El Heraldo
Editorial

El caso Djokovic: lecciones de una deportación

El caso de Novak Djokovic, quien perdió la batalla judicial en Australia, fue expulsado del país y se quedó sin poder defender su título en el primer Grand Slam de la temporada, demostró que nadie debe usar su fama, dinero, o reconocimiento, para justificar sus mentiras ni exculpar sus errores.

Once días duró el ‘partido’ más largo que, con toda seguridad, ha debido afrontar el número 1 del tenis mundial, el serbio Novak Djokovic, quien –pese a su condición de máxima figura– terminó amargamente derrotado, no en las pistas, sino en las instancias judiciales de Australia. No podía ser de otra manera. Su irracional testarudez a vacunarse, pero sobre todo su sarta de mentiras para intentar forzar un cambio de las reglas a su favor, no anticipaba un final complaciente para el nueve veces ganador del Abierto de Australia, quien fue deportado con la etiqueta de “peligro para la salud pública”.

Tampoco podrá volver a ese país en los próximos tres años. Es decir, hasta que tenga casi 38, por lo que probablemente podría no volver a disputar el importante torneo. Ni así cambió de opinión. Cabe preguntarse si lo hará frente a los futuros eventos del resto del circuito, teniendo en cuenta que no cumple los requisitos de vacunación con esquema completo para ingresar a varios países, entre ellos Estados Unidos y Canadá. En serio, ¿vale la pena poner en peligro una exitosa carrera, la posibilidad de ganar nuevos títulos o de perder su imbatible número 1 mundial de las últimas 351 semanas, por no vacunarse? Cuesta creerlo. Pero es lo que está pasando con Novak Djokovic.

En medio de la vorágine de contagios desatada por la expansión de la transmisible variante ómicron, el desprecio hacia las normas sanitarias para enfrentar el virus demostrado por el tenista resulta inadmisible, dentro y fuera de Australia. Por un lado, porque los deportistas, en especial las grandes figuras, y sin duda Djokovic –ganador de 20 títulos de Grand Slam- lo es, actúan como referentes para las sociedades, en particular para los jóvenes que los perciben como fuente de valores o modelos a imitar.

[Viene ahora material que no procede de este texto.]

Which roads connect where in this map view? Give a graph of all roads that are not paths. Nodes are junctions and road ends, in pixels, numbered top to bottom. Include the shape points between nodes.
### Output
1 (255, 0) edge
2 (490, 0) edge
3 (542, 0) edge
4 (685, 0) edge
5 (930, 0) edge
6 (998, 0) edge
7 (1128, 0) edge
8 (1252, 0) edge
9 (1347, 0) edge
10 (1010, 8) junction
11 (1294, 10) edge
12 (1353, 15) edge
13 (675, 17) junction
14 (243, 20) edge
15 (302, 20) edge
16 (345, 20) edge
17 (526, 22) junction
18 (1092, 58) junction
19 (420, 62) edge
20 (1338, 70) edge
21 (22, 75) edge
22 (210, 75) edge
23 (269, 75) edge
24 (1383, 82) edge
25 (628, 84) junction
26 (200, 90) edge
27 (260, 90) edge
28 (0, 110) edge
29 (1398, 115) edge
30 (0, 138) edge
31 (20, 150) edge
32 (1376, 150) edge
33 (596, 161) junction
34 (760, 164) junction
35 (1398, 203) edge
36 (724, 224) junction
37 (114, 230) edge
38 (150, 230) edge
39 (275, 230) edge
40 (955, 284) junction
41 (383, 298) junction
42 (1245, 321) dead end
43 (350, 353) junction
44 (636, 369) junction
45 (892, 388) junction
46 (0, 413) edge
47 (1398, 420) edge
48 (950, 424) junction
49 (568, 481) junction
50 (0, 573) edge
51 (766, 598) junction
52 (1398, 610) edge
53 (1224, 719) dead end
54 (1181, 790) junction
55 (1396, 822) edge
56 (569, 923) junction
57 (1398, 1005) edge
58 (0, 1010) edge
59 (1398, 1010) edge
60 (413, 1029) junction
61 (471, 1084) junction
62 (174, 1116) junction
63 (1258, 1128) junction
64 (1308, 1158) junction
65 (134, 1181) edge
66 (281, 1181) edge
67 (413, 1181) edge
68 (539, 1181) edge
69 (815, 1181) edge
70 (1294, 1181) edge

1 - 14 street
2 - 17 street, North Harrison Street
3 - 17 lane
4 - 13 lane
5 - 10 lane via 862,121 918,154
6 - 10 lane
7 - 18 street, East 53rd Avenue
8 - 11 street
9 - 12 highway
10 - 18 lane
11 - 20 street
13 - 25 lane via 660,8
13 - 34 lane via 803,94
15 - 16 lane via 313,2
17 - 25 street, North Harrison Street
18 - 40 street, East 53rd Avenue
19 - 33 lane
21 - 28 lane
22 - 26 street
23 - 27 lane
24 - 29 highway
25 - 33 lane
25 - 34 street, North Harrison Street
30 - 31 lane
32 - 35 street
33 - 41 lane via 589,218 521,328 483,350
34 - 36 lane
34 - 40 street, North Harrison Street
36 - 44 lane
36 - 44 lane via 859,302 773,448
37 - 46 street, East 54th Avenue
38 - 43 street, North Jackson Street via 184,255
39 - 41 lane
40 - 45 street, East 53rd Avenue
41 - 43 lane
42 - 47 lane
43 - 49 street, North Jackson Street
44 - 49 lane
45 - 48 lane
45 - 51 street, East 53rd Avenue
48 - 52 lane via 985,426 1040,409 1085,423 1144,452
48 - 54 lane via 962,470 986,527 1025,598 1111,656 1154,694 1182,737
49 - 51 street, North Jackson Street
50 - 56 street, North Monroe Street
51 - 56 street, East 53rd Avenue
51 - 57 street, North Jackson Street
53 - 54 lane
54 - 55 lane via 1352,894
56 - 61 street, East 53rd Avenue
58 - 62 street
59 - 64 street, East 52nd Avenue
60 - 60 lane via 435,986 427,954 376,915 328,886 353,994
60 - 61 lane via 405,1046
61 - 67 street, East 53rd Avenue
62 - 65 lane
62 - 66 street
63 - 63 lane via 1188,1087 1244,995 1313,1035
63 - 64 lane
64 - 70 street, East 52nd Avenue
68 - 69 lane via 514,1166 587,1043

Por otro, porque la mínima indulgencia o salida en falso de la justicia australiana ante la actitud reticente del tenista a la inmunización hubiera desatado un impredecible tsunami de reacciones, protestas y hasta movilizaciones de los peligrosos movimientos antivacuna, para fomentar el rechazo hacia los biológicos, en todo el mundo. Frente a los insensatos cuestionamientos de quienes siguen desacreditando, sin ningún sustento lógico, las decisiones de salud pública no caben contemplaciones en aras de priorizar el interés público de salvar vidas. ¡Primero lo primero!

Ni “caza de brujas” ni “maltrato contra un país”. El caso de Novak Djokovic no puede elevarse a una persecución política ni considerarse un conflicto de diplomacia internacional, como ha pretendido hacer el Gobierno de Serbia, en un desafortunado intento de defender lo indefendible, usando el nacionalismo como bandera. El deporte no puede ser entendido como una excepción a las normas, ni sus estrellas, cualesquiera que sean, pueden saltarse, con total impunidad, las mínimas reglas que soportan los principios básicos de convivencia ciudadana. ¿Dónde queda entonces su responsabilidad social?

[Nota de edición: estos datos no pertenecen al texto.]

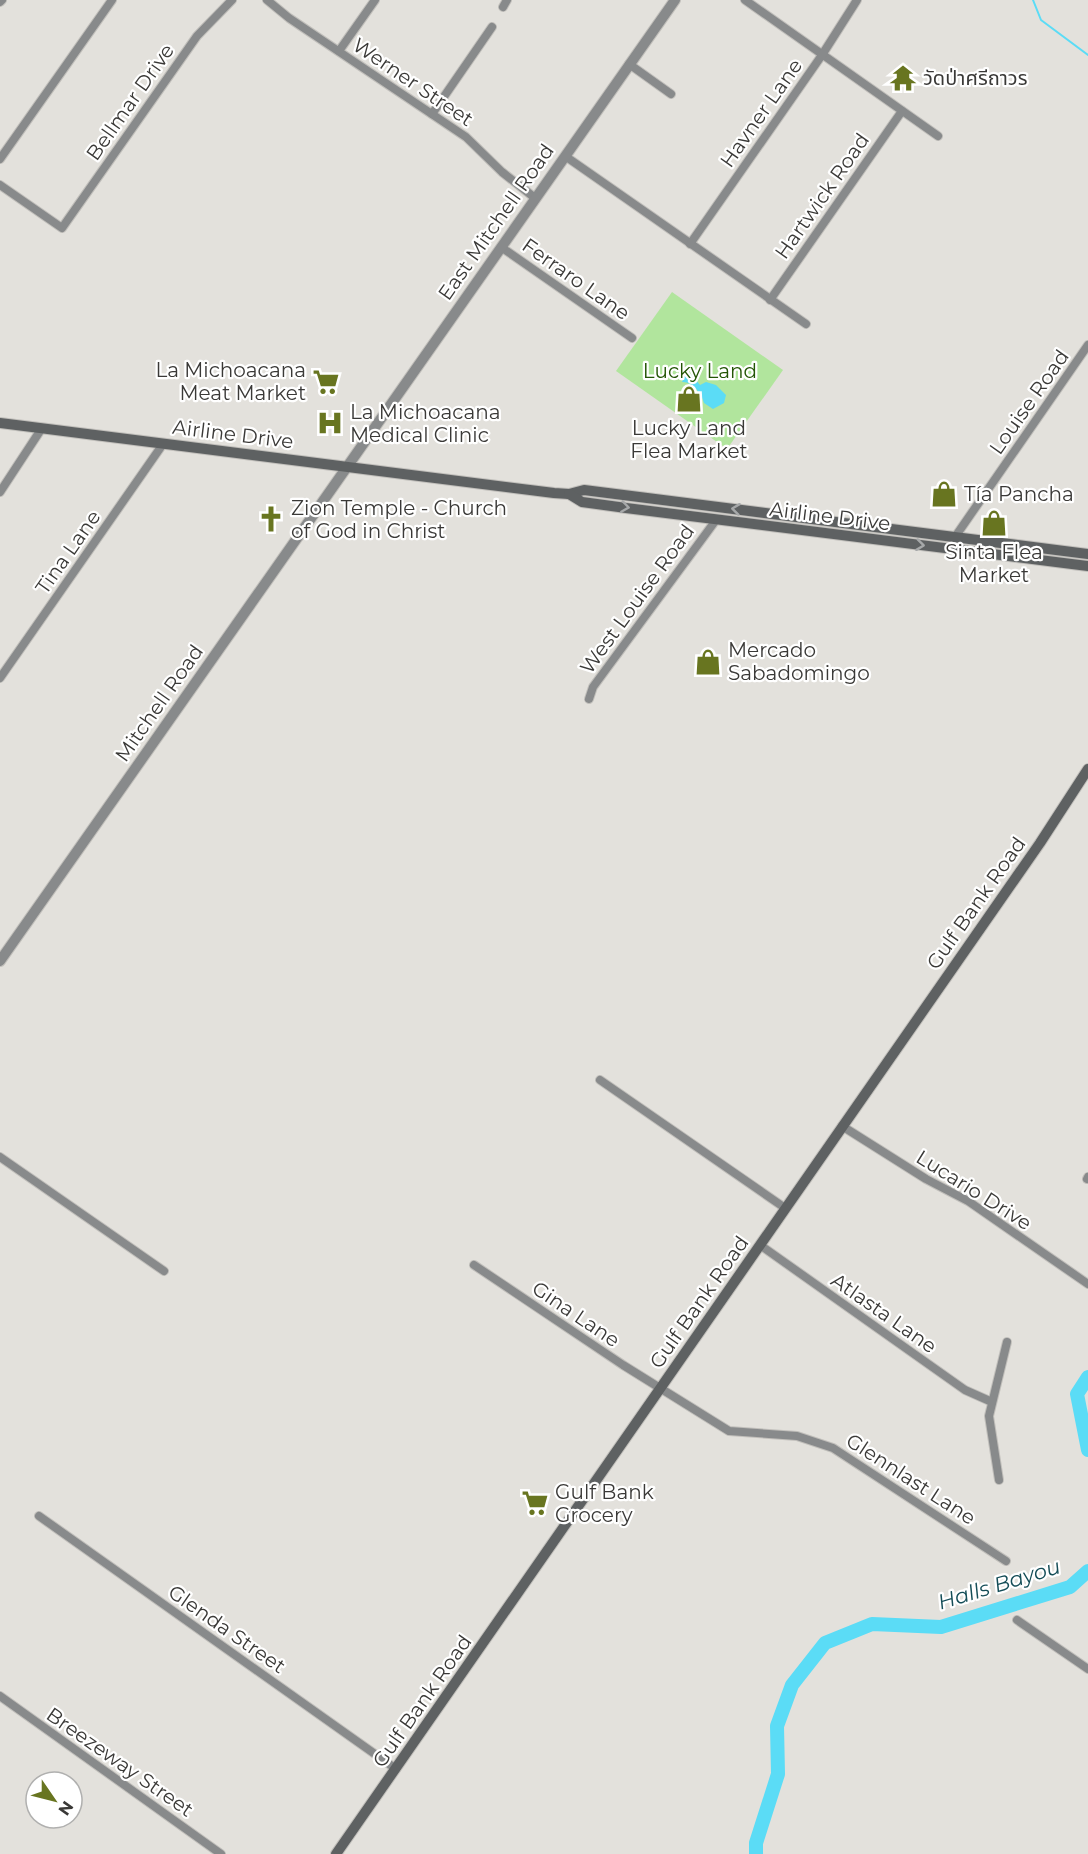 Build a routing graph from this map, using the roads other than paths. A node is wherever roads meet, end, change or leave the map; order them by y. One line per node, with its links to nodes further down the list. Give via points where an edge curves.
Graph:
1 (112, 0): 17 (street)
2 (232, 0): 18 (street, Bellmar Drive, via 197,36 62,228)
3 (267, 0): 9 (street, Werner Street)
4 (375, 0): 9 (street)
5 (675, 0): 11 (street, East Mitchell Road)
6 (745, 0): 10 (street)
7 (857, 0): 10 (street, Havner Lane)
8 (492, 27): 14 (street)
9 (339, 51): 14 (street, Werner Street)
10 (822, 55): 13 (street); 20 (street, Havner Lane)
11 (629, 64): 12 (street); 16 (street, East Mitchell Road)
12 (671, 94)
13 (902, 111): 15 (street); 22 (street, Hartwick Road)
14 (432, 114): 19 (street, Werner Street, via 482,150)
15 (938, 136)
16 (565, 156): 19 (street, East Mitchell Road); 20 (street)
17 (0, 159)
18 (0, 185)
19 (535, 198): 21 (street, East Mitchell Road)
20 (690, 244): 22 (street)
21 (501, 247): 24 (street, Ferraro Lane); 29 (street, East Mitchell Road)
22 (770, 300): 23 (street)
23 (806, 324)
24 (632, 338)
25 (1088, 345): 34 (street, Louise Road)
26 (0, 423): 27 (main road, Airline Drive)
27 (42, 428): 28 (main road, Airline Drive); 30 (street)
28 (163, 444): 29 (main road, Airline Drive); 37 (street, Tina Lane)
29 (348, 465): 31 (main road, Airline Drive); 40 (street, Mitchell Road)
30 (0, 492)
31 (569, 494): 32 (main road, Airline Drive, via 584,490); 33 (main road, Airline Drive, one-way to 33, via 582,501)
32 (706, 505): 33 (main road); 34 (main road, Airline Drive, one-way to 32)
33 (716, 520): 36 (main road, Airline Drive, one-way to 36); 38 (street, West Louise Road, via 600,678)
34 (955, 537): 35 (main road, Airline Drive)
35 (1088, 554)
36 (1088, 567)
37 (0, 678)
38 (589, 699)
39 (1088, 769): 42 (main road, Gulf Bank Road)
40 (0, 961)
41 (600, 1080): 44 (street)
42 (842, 1126): 44 (main road, Gulf Bank Road); 48 (street, Lucario Drive, via 968,1201)
43 (0, 1156): 47 (street)
44 (785, 1208): 45 (main road, Gulf Bank Road)
45 (760, 1245): 50 (main road, Gulf Bank Road); 51 (street, Atlasta Lane, via 965,1390)
46 (474, 1265): 50 (street, Gina Lane)
47 (164, 1271)
48 (1088, 1284)
49 (1007, 1342): 51 (street)
50 (662, 1388): 54 (street, Glennlast Lane, via 729,1431 797,1436 844,1453); 58 (main road, Gulf Bank Road)
51 (992, 1402): 52 (street, via 989,1416)
52 (999, 1480)
53 (39, 1516): 58 (street, Glenda Street)
54 (1006, 1561)
55 (1017, 1620): 56 (street)
56 (1088, 1669)
57 (0, 1696): 59 (street, Breezeway Street)
58 (396, 1769): 60 (main road, Gulf Bank Road)
59 (221, 1854)
60 (336, 1854) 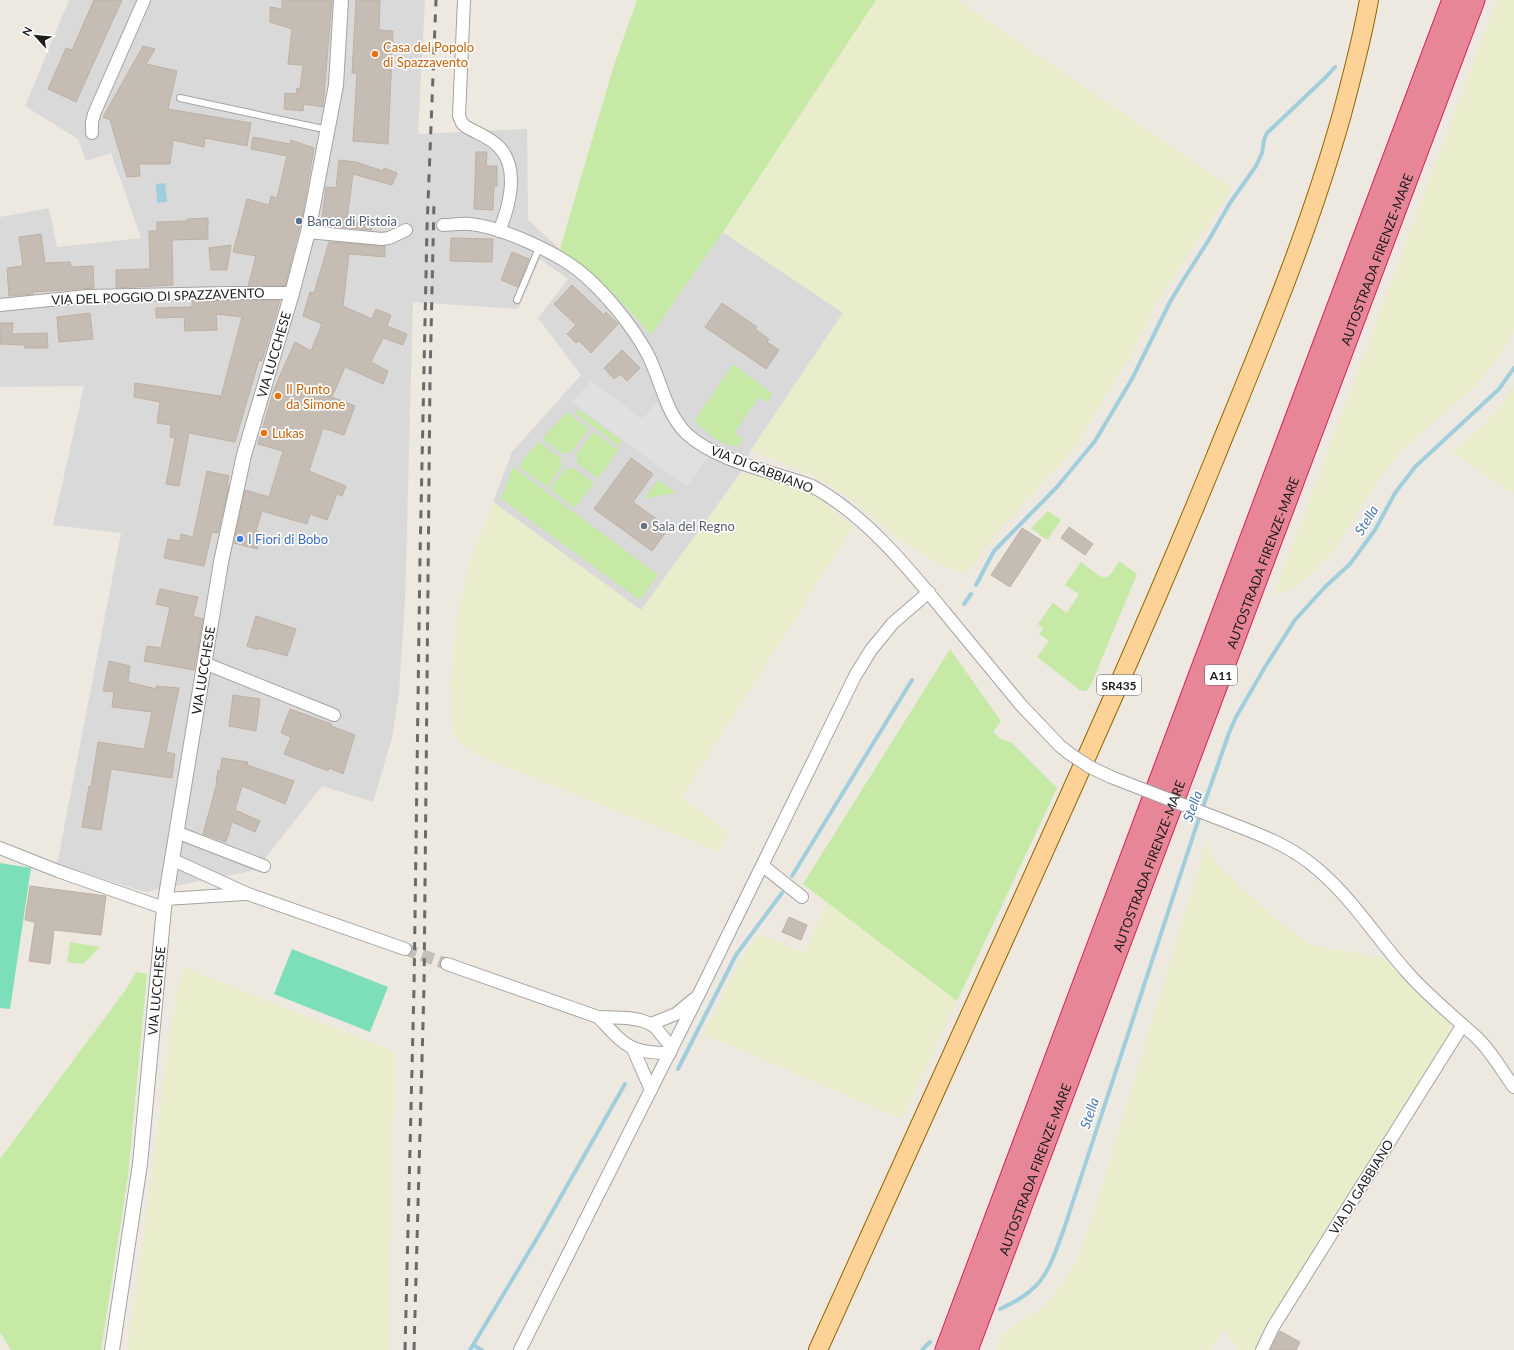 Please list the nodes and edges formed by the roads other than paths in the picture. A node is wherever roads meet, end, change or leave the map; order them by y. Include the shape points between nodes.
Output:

En uno de los peores momentos de la actual crisis sanitaria, la reprochable posición de Djokovic, que ha permeado a muchos de sus incontables seguidores en todo el planeta, se ha convertido en una potencial amenaza para la credibilidad de la evidencia científica sobre la eficacia de las vacunas. Su penosa actuación le ha hecho un flaco favor al proceso de inmunización, justo ahora cuando se necesita garantizar la mayor protección posible por ómicron. La atención mediática del lamentable episodio, deplorado por los otros grandes tenistas del mundo, ha hecho el resto. En la víspera del prestigioso torneo, la controversia alrededor del serbio logró desplazar el foco de lo verdaderamente importante: el tenis.

Siendo realistas, el Abierto de Australia pierde lustre sin su actual ganador, el número 1 mundial, que no podrá refrendar su título en el primer gran torneo de la temporada. Duro golpe para los amantes de este deporte que no verán en acción a uno de los mejores de todos los tiempos. Pero sensata determinación de la justicia que zanjó, de forma inequívoca, el menor riesgo de que el inaceptable negacionismo sanitario de Djokovic fuera tolerado, por no decir que resultara victorioso, mientras el mundo lucha contra una terrible pandemia. No todo vale cuando los ídolos muestran tener pies de barro.